Inspiring Older Readers

posted on 27 Jul 2022

A General Theory of Oblivion by Jose Eduardo Agualusa

Born in 1960, Agualusa is an Angolan novelist who uses his fiction to explore his country’s long and troubled colonial relationship with Portugal. A General Theory of Oblivion, translated by Daniel Hahn, was something of a breakthrough novel in terms of readership in Britain and it went on to win the International Dublin Literary award - and some rave reviews from critics and literary commentators. It’s a powerful and poetic read that’s laced with often shocking, even brutal events that bring the social and political reality of violent revolution into the shrinking world of those associated with colonial rule. 

The story is, apparently, based on a true story and focuses on Ludo, an agoraphobic Portuguese woman who moves to Luanda - the capital of Angola - with her sister and her husband. As the struggle for independence from Portuguese rule moves to its conclusion and violence begins to touch everyone, Ludo’s sister and husband disappear and she barricades herself in the flat, finding increasingly ingenious ways of keeping herself alive but effectively disappeared from everyone else. Once she has bricked-up the doorway it’s as if the flat doesn’t even exist.

From this vantage point she watches the world that goes past her window but has no real idea what’s happening on the outside other than what she picks up from a radio and through the overheard conversations of her neighbours.

She maintains this state of ‘oblivion’ for the best part of thirty years until her isolation is ended by Sabalu, a young boy who clambers through the window looking for easy loot. What he finds, however, is the old woman who has had a fall and broken her leg. Ludo insists that she will not have a doctor or go to hospital and so Sabalu ends up giving her whatever painkillers he can find and, ultimately caring for her.

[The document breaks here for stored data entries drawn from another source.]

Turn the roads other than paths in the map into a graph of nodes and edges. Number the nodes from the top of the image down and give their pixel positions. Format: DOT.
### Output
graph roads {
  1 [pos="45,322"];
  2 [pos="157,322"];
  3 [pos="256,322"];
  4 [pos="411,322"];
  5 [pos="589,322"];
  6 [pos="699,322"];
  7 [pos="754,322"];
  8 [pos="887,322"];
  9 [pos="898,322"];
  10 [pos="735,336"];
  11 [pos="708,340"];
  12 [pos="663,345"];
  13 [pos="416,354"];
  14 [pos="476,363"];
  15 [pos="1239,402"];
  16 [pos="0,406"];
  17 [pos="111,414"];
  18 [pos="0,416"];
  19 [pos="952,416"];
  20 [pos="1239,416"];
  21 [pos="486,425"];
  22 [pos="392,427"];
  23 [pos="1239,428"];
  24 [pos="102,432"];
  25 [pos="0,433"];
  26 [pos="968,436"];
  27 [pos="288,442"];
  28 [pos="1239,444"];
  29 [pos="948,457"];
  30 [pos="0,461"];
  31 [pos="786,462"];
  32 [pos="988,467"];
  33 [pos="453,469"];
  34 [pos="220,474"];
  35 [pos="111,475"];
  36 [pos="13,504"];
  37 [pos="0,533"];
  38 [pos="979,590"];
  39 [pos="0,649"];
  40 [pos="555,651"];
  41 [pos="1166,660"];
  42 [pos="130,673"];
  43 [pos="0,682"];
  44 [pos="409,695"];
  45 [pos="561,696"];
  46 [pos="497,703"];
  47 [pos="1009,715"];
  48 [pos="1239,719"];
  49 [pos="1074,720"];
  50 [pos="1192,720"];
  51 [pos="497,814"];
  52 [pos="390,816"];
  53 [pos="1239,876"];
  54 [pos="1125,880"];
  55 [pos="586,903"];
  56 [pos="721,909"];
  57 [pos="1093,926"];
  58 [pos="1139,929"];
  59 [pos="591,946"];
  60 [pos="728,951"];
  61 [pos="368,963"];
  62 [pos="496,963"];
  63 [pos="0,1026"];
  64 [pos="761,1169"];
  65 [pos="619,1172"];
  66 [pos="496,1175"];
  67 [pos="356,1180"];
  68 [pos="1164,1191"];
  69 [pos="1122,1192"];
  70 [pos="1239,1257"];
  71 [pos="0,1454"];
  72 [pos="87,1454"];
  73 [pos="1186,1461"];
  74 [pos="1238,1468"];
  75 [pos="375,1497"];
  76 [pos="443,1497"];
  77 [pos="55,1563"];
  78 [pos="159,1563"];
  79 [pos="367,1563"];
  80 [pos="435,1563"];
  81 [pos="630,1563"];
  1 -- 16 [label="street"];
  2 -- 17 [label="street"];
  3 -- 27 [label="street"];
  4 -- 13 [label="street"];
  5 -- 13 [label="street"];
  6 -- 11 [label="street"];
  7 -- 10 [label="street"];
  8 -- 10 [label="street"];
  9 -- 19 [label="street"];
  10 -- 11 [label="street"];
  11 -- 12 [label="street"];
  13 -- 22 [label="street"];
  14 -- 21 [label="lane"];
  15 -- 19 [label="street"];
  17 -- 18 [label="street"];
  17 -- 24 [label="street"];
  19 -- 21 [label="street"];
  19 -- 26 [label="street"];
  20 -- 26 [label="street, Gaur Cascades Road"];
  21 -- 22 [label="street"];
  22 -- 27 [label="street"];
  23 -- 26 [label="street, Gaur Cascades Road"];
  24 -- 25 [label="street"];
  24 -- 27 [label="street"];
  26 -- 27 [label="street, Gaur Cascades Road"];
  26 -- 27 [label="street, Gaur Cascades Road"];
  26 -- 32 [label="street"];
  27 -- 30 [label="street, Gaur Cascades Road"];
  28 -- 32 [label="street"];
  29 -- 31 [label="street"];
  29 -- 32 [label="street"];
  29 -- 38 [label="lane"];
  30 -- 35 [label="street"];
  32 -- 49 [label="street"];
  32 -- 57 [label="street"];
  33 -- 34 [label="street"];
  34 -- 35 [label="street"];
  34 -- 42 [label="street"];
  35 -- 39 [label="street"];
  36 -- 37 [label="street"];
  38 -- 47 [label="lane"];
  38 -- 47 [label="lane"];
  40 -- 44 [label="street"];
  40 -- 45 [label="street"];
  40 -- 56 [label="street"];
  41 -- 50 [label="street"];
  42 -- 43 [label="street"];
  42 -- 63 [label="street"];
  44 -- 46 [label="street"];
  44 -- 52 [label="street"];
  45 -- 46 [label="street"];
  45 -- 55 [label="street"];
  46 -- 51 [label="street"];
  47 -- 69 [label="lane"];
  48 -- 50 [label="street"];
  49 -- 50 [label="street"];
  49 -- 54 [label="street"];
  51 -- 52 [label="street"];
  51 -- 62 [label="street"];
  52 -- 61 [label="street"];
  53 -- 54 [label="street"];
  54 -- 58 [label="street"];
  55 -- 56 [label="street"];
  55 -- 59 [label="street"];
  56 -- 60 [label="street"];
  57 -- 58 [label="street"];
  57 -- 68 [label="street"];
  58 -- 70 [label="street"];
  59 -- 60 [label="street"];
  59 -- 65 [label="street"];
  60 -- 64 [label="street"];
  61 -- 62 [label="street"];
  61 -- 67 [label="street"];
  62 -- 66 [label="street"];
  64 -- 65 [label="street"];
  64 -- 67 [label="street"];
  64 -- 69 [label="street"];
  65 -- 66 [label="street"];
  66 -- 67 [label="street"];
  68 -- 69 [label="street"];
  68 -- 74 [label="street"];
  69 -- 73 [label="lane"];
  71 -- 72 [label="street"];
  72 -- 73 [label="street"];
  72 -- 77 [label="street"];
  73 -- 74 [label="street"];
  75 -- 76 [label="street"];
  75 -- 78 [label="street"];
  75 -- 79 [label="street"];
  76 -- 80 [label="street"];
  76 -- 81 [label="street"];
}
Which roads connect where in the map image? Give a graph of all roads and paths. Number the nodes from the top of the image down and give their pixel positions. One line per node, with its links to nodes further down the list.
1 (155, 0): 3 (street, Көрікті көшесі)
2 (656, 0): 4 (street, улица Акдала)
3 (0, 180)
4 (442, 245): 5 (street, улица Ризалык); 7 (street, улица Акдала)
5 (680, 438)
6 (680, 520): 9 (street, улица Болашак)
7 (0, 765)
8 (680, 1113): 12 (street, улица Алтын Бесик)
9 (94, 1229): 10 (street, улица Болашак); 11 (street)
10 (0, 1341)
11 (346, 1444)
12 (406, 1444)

It’s through this interaction that Ludo starts to piece together what has happened during the time she’s been holed-up in the flat. We also begin to discover the trauma in her early life that had triggered Ludo’s agoraphobia. Agualusa attempts to draw parallels between this woman’s experiences and the impact colonisation has on a country and its population. And, just as Angola has to break free of its past to emerge blinking into the light of the modern day, capable of looking after itself, so Ludo will now - he suggests - need to move on from her own self-imposed isolation.

Matthew Lecznar reviewing the book for africanwords.com notes the richness of the prose in what is quite a short book:

“Although a relatively short book at 243 pages, every character is richly portrayed, and the text is embellished with fragments of poetry and Ludo’s own writing. Each new chapter adds a further layer of narrative and meaning that both resonates with what has come before and unexpectedly reconfigures it, creating a shifting, organic tale.”

And language is a critical part of the book as we hear Ludo’s thoughts and get snippets of her increasingly eccentric diary. Control of language, Agualusa seems to be saying is key to understanding the relationship that exists between the abused and the abuser - colonialism at both a personal and national level. Memories can only be expressed in the form of language and language can be a slippery thing. Again Lecznar makes this point:

“The book as a whole is preoccupied with trying to discover deeper meaning in painful memories and ordeals, and with the potential for mistakes and misinterpretation to offer more profound truths than what is assumed to be correct. At one point, Ludo thinks she has gone mad when she sees Fofo the hippo on a neighbour’s veranda, and describes the experience of reading with failing sight: “I get things wrong, as I read, and in those mistakes, sometimes, I find incredible things that are right.” The reader is also involved in this process of interpretation and invention, being challenged at one point to think of a better word than “heart” to explain a person’s deepest desires.”

I found the book a tremendous but intensely claustrophobic read but it certainly sent me off to find out more about Angola’s troubled 20th century history.

Copies of the book in paperback are readily available both new and second hand and they won’t cost you the Earth. Hardbacks - especially of the first edition from 2015 - come at a much higher price.